Jonathan: It’s all about us growing an economy in the region that residents are part of and you start to build an even more sustainable and prosperous region there. On the productivity point I would say that one angle is making use of the skills we’ve got in the region. So, one of our great assets is that we’re a highly skilled region; I think 50% of people in the Coast to Capital region have got a degree. There’s even more around the Gatwick Diamond than that and we have nearly 10,000 graduates a year come out of our universities. We need to make sure the economy is delivering the sorts of jobs that people with that qualification, higher apprenticeships and the other level 3 vocational qualifications want, because that’s really what drives productivity. I think infrastructure is a means to an end; a means to getting businesses to grow, to getting businesses into the region.

Daryl: I still think there’s a challenge between bridging that gap between students at universities and local schools and actually what the employers need. We’ve taken in 18 apprentices into my region in the last 2 years and it has completely changed. The dynamic in the business – fresh, hungry, diverse, talented – is great to see. You get the skills but you also get the vibrancy, and it just changes the dynamic completely. I think we’ve got a role in terms of being part of that activity between our customers; what they need and what they want to help them run a business, and our connections with the schools and colleges in terms of the way they tailor their programmes, and maybe there is something around work experience because at the moment I’m not sure we’re really joining the dots appropriately.

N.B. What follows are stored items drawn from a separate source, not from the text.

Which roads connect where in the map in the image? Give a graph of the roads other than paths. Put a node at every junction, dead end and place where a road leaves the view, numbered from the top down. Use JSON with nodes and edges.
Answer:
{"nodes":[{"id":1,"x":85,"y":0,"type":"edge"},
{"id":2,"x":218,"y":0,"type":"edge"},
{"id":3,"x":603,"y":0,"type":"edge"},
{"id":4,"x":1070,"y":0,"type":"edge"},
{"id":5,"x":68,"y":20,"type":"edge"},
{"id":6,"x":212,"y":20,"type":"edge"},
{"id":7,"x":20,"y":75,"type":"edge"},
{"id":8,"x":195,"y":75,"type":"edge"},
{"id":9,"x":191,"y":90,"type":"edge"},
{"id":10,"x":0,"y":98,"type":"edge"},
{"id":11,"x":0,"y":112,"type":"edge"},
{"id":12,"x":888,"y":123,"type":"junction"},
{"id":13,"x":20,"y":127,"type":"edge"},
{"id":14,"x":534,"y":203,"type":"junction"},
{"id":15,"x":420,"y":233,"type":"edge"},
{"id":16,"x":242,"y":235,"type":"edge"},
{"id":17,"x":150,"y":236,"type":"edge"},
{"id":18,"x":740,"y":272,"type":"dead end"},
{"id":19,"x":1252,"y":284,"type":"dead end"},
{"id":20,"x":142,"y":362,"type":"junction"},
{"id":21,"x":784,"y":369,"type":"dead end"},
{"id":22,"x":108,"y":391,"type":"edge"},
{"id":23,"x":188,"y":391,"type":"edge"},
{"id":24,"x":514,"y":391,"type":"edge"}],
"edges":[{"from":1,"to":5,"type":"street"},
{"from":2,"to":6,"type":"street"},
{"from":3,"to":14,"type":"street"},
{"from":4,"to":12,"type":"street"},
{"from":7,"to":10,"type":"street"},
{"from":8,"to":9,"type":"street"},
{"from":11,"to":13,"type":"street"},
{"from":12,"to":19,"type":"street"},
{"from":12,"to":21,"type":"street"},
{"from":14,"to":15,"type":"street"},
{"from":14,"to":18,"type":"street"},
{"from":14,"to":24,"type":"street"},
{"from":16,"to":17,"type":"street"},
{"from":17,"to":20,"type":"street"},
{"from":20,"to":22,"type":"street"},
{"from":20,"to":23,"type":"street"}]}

Jeff: I think we have to accept that London has an enormous pull for skilled graduates, and to some extent you could describe it as a drain on our economy but on the other hand, our economy wouldn’t be what it is if it wasn’t part of the Greater London economy. We do have to shift the balance in terms of the attention and attraction of people with the right skills and I think there’s 2 ways we have to come at it; first is in terms of addressing the education side of things and the aspirations of young people; secondly it’s also related to the infrastructure and housing issues we have been discussing. One of the things that makes it difficult for young people to come and stay or to come to the area is the cost of housing and the general cost of living. In order to afford that and in order to live here, they need to work in London and earn London wages, so we do need to address that balance so that the Gatwick Diamond and West Sussex generally is a place where people can afford to live and work.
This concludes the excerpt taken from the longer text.